By Opheera McDoom
KHARTOUM (Reuters) - Sudan's main opposition parties have withdrawn from presidential elections, a senior member of one of the groups said on Thursday, a move that could wreck the looming vote and damage a faltering peace process.
"On the level of the candidates of the Presidency of the Republic, most of them (Sudan's opposition groups) decided to withdraw," said Mohamed Zaki, head of office for Sadeq al-Mahdi, leader of the opposition Umma party.
Zaki said only five independents and representatives of smaller parties were still in the race against incumbent President Omar Hassan al-Bashir in the oil-producing state.
Zaki said there was still a chance the main opposition candidates would review their decision if the government agreed to an overhaul of the country's National Elections Commission, and responded to their complaints of widespread fraud.
Sudan's presidential and legislative elections, due in less than two weeks, are central to the implementation of a 2005 peace deal that ended more than two decades of north-south civil war.
Thursday's announcement came a day after south Sudan's leading party, the former rebel Sudan People's Liberation Movement (SPLM), withdrew its candidate Yasir Arman from the presidential poll, protesting against electoral irregularities and insecurity in Sudan's western Darfur region.
The SPLM and opposition groups have demanded an investigation into how a government company won a tender to print voting papers and have made numerous complaints of fraud during voter registration and other preparations.
U.S. ENVOY IN CRISIS TALKS
U.S. Sudan envoy Scott Gration flew into Khartoum after hearing about Arman's withdrawal, his aides told Reuters, and spent Thursday holding crisis talks with government and opposition figures.

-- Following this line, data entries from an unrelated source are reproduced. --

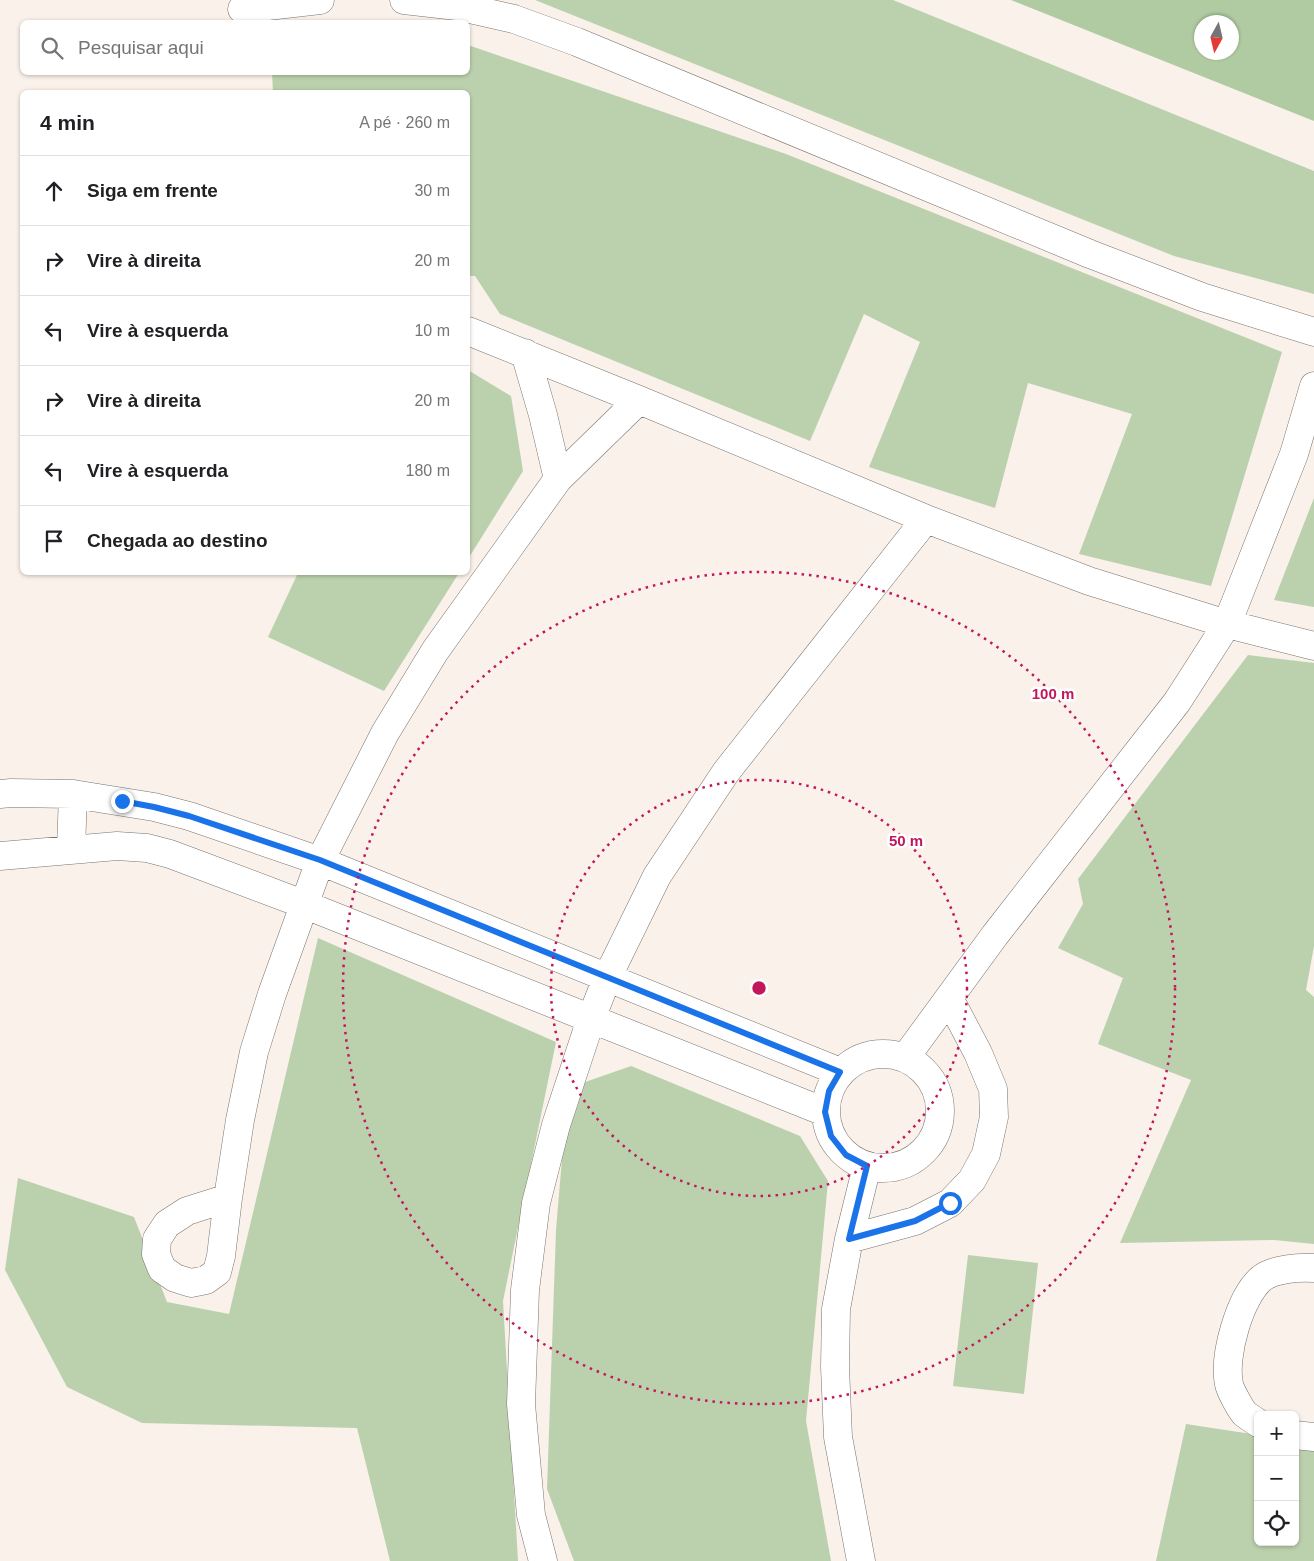 <!DOCTYPE html>
<html lang="pt">
<meta charset="utf-8">
<style>
:root{--surface:#fff;--page:#f2f2f2;--text:#202124;--muted:#757577;--line:#e0e0e0}
body{margin:0;font-family:Arial,sans-serif;background:var(--page);color:var(--text)}
.controls{position:absolute;right:15px;bottom:15px;display:grid;overflow:hidden;border-radius:8px;box-shadow:0 1px 4px #0004}
.controls button{width:45px;height:45px;display:grid;place-items:center;padding:0;border:0;border-bottom:1px solid var(--line);background:var(--surface);color:var(--text);font:25px sans-serif}
.compass{position:absolute;left:1194px;top:15px;width:45px;height:45px;border-radius:50%;background:var(--surface);box-shadow:0 1px 4px #0004;rotate:188deg}
.stop{position:absolute;width:15px;height:15px;margin:-11px;border:4px solid #1a73e8;border-radius:50%;background:#fff}
.stop.end{background:#1a73e8;border-color:#fff;box-shadow:0 1px 5px #0008}
.list{margin:0;padding:0;list-style:none}
h2{display:flex;justify-content:space-between;align-items:center;height:65px;margin:0;padding:0 20px;font-size:21px}
h2 small{font-size:16px;font-weight:400;color:var(--muted)}
.list li{display:grid;grid-template-columns:32px 1fr auto;gap:15px;align-items:center;box-sizing:border-box;height:70px;padding:0 20px;border-top:1px solid var(--line)}
.list b{display:block;font-size:19px;white-space:nowrap}
.list em{font-size:16px;font-style:normal;color:var(--muted)}
.icon{flex:none;width:28px;height:28px;fill:none;stroke:currentColor;stroke-width:2;stroke-linecap:round;stroke-linejoin:round}
.map{position:relative;flex:none;width:1314px;height:1561px;overflow:hidden}
.search{position:absolute;background:var(--surface);box-shadow:0 1px 4px #0004;left:20px;top:20px;width:450px;height:55px;display:flex;align-items:center;gap:12px;box-sizing:border-box;padding:0 18px;border-radius:8px;color:var(--muted);font-size:19px}
.panel{position:absolute;background:var(--surface);box-shadow:0 1px 4px #0004;left:20px;top:90px;width:450px;height:485px;border-radius:8px}
.map>svg:first-child{display:block}
.green{fill:#bbd1ae}
.forest{fill:#b0caa1;fill-rule:evenodd}
.lines{fill:none;stroke-linecap:round;stroke-linejoin:round}
.minor-casing{stroke:#7a736e;stroke-width:29}
.minor{stroke:#fff;stroke-width:28}
.route{stroke:#1a73e8;stroke-width:6}
.ring{fill:none;stroke:#c2185b;stroke-width:2.5;stroke-dasharray:2.5 5}
.centre{fill:#c2185b;stroke:#fff;stroke-width:2.5}
.ring-label{font-size:15px;text-anchor:middle;font-weight:bold;fill:#c2185b;stroke:#fff;stroke-width:5;stroke-linejoin:round;paint-order:stroke}
</style>
<div class="map">
<svg width="1314" height="1561" viewBox="0 0 1314 1561">
<rect width="100%" height="100%" fill="#f9f1ea"/>
<path class="green" d="M535,0h358l421,171v123l-140,-38z
M468,45l318,109 496,198 -71,234 -132,-32 53,-140 -104,-31 -33,125 -126,-41 51,-125 -56,-28 -54,127 -310,-127 -25,-38h-7v-184h-195l-1,-19 196,-1z
M468,370l43,26 12,75 -55,88z
M1314,498v109l-40,-7z
M298,573v-1l161,1 -75,118 -116,-54z
M1248,655l66,8v283l-8,44 8,7v247l-40,-4 -154,3 71,-163 -93,-36 25,-66 -65,-30 25,-44 -5,-25z
M318,938l238,104 -53,259 15,260h-128l-33,-133 -215,-5 -75,-36 -62,-117 13,-92 116,39 33,85 62,12z
M631,1066l169,70 28,45 -22,240 25,140h-257l-27,-72 9,-259 12,-142z
M968,1255l70,8 -14,131 -71,-8z
M1186,1424l72,11v107h37v-102l19,3v118h-158z"/>
<path class="forest" d="M1011,0h303v121zM1202,22h30v30h-30z"/>
<g class="lines">
<g class="minor-casing">
<path id="minor" d="M404,0l53,6 57,13 63,23 513,212 112,43 112,35
M242,9l78,-9
M468,331l171,69 287,119 163,62 138,43 87,22
M525,353l18,62 15,64
M0,794l11,-1 62,1 81,13 35,9 131,45 520,211
M71,849l2,-55
M0,856l117,-10 30,2 23,6 133,50 522,208
M826 1111a57 57 0 1 1 114 0a57 57 0 1 1-114 0Z
M905,1058l90,-123 182,-233 50,-78 67,-170 20,-68
M228,1198l-41,13 -20,13 -10,15 -1,15 6,15 13,9 16,5 15,-3 11,-8 4,-16 7,-58 12,-78 14,-68 18,-58 48,-133 65,-128 50,-82 123,-172 81,-79
M849,1239l66,-18 35,-18 22,-23 14,-26 8,-37 -1,-28 -15,-36 -29,-55
M1258,1423c-4,-3 -9,-6 -13,-9 -4,-4 -15,-24 -16,-30 -6,-28 11,-88 33,-106 12,-9 37,-11 52,-10
M1295,1435l19,2
M543,1561l-12,-46 -10,-111 4,-114 11,-87 20,-78 35,-106 16,-41 50,-102 69,-104 200,-253
M861,1561l-23,-124 -3,-70 1,-58 13,-70 18,-73"/>
</g>
<use href="#minor" class="minor"/>
</g>
<g class="lines">
<path class="route" d="M122,801l32,6 35,9 131,44 520,212 -11,19 -4,21 6,24 15,19 21,11 -18,73 66,-18 35,-18"/>
</g>
<g class="ring">
<circle cx="759" cy="988" r="208"/>
<circle cx="759" cy="988" r="416"/>
</g>
<circle cx="759" cy="988" r="8" class="centre"/>
<g class="ring-label">
<text x="1053" y="699">100 m</text>
<text x="906" y="846">50 m</text>
</g>
</svg>
<div class="controls">
<button>+</button>
<button>−</button>
<button><svg class="icon" aria-label="locate" viewBox="0 0 24 24"><circle cx="12" cy="12" r="6"/><path d="M12 2v4M12 18v4M2 12h4M18 12h4"/></svg></button>
</div>
<svg class="compass" viewBox="-18 -18 36 36"><path d="M0-13l5 13h-10z" fill="#e53935"/><path d="M0 13l5-13h-10z" fill="#757577"/></svg>
<div class="stop" style="left:950px;top:1203px"></div>
<div class="stop end" style="left:122px;top:801px"></div>
<div class="search"><svg class="icon" aria-label="search" viewBox="0 0 24 24"><circle cx="10" cy="10" r="6"/><path d="M15 15l6 6"/></svg>Pesquisar aqui</div>
<section class="panel">
<h2>4 min<small>A pé · 260 m</small></h2>
<ul class="list">
<li><svg class="icon" aria-label="ahead" viewBox="0 0 24 24"><path d="M12 20V5M6 11l6-6 6 6"/></svg><div><b>Siga em frente</b></div><em>30 m</em></li>
<li><svg class="icon" aria-label="right" viewBox="0 0 24 24"><path d="M7 20v-9h11M14 6l5 5-5 5"/></svg><div><b>Vire à direita</b></div><em>20 m</em></li>
<li><svg class="icon" aria-label="left" viewBox="0 0 24 24"><path d="M17 20v-9H6M10 6l-5 5 5 5"/></svg><div><b>Vire à esquerda</b></div><em>10 m</em></li>
<li><svg class="icon" aria-label="right" viewBox="0 0 24 24"><path d="M7 20v-9h11M14 6l5 5-5 5"/></svg><div><b>Vire à direita</b></div><em>20 m</em></li>
<li><svg class="icon" aria-label="left" viewBox="0 0 24 24"><path d="M17 20v-9H6M10 6l-5 5 5 5"/></svg><div><b>Vire à esquerda</b></div><em>180 m</em></li>
<li><svg class="icon" aria-label="arrive" viewBox="0 0 24 24"><path d="M6 21V4h12l-3 4 3 4H6"/></svg><div><b>Chegada ao destino</b></div></li>
</ul>
</section>
</div>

"The Americans are here to save the process," said the presidential candidate for the breakaway Umma Renewal and Reform party Mubarak al-Fadil, after meeting Gration.
Fadil said Gration was asking opposition groups to list their complaints about the poll preparations and offering to mediate with the government and election officials. Fadil was one of the candidates who later withdrew, said Zaki.
Sudan's Communist Party told Reuters it had decided to boycott all levels of the April elections. The Popular Congress Party announced its presidential candidate Abdullah Deng Nhial would stay in the race.
No one was immediately available for comment from Sudan's major opposition Democratic Unionist Party (DUP) to confirm it had withdrawn its candidate alongside Umma.
The SPLM on Thursday said it would also boycott all voting in Darfur, the scene of a seven-year conflict.
Analysts said Arman's withdrawal effectively handed the presidential race to Bashir and could be part of a deal with Bashir's northern-based NCP to guarantee a referendum in January 2011, also promised under the peace deal, on independence for the south.
But Arman denied any deal, telling Reuters there was no point in participating in the election, and that the NCP had already rigged it for Bashir to win.
People in South Sudan said they were disappointed the SPLM would not field a contender against Bashir, but that the independence vote was more important to them.
"This election is not going to be free and fair -- the NCP is going to rig it, everyone knows this," said doctor Victor Jal. "What is important for us is just the referendum."